| Recorded data |
»»
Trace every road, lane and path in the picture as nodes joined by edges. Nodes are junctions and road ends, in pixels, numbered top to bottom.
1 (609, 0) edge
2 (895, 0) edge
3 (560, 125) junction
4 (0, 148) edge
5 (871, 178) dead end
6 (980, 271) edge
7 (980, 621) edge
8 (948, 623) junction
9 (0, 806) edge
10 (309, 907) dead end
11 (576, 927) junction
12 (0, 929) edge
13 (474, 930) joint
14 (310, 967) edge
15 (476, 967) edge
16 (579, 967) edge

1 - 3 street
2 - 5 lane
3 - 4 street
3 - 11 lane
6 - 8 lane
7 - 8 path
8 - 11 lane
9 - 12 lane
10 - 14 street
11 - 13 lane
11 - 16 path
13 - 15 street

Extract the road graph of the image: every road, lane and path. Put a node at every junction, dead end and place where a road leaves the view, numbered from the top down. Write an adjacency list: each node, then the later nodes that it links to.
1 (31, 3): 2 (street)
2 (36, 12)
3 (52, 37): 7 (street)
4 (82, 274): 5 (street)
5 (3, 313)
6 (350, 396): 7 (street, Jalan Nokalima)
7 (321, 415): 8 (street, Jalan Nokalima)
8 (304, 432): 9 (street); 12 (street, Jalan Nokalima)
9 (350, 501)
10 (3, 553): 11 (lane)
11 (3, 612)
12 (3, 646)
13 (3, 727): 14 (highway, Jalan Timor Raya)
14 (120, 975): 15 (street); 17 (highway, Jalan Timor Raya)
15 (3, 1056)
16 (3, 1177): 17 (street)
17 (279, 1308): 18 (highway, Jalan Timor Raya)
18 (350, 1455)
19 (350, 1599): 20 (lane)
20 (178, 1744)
««
| Task description |
What is needed is an exact copy of all the entries.

| Task answer |
Trace every road, lane and path in the picture as nodes joined by edges. Nodes are junctions and road ends, in pixels, numbered top to bottom.
1 (609, 0) edge
2 (895, 0) edge
3 (560, 125) junction
4 (0, 148) edge
5 (871, 178) dead end
6 (980, 271) edge
7 (980, 621) edge
8 (948, 623) junction
9 (0, 806) edge
10 (309, 907) dead end
11 (576, 927) junction
12 (0, 929) edge
13 (474, 930) joint
14 (310, 967) edge
15 (476, 967) edge
16 (579, 967) edge

1 - 3 street
2 - 5 lane
3 - 4 street
3 - 11 lane
6 - 8 lane
7 - 8 path
8 - 11 lane
9 - 12 lane
10 - 14 street
11 - 13 lane
11 - 16 path
13 - 15 street

Extract the road graph of the image: every road, lane and path. Put a node at every junction, dead end and place where a road leaves the view, numbered from the top down. Write an adjacency list: each node, then the later nodes that it links to.
1 (31, 3): 2 (street)
2 (36, 12)
3 (52, 37): 7 (street)
4 (82, 274): 5 (street)
5 (3, 313)
6 (350, 396): 7 (street, Jalan Nokalima)
7 (321, 415): 8 (street, Jalan Nokalima)
8 (304, 432): 9 (street); 12 (street, Jalan Nokalima)
9 (350, 501)
10 (3, 553): 11 (lane)
11 (3, 612)
12 (3, 646)
13 (3, 727): 14 (highway, Jalan Timor Raya)
14 (120, 975): 15 (street); 17 (highway, Jalan Timor Raya)
15 (3, 1056)
16 (3, 1177): 17 (street)
17 (279, 1308): 18 (highway, Jalan Timor Raya)
18 (350, 1455)
19 (350, 1599): 20 (lane)
20 (178, 1744)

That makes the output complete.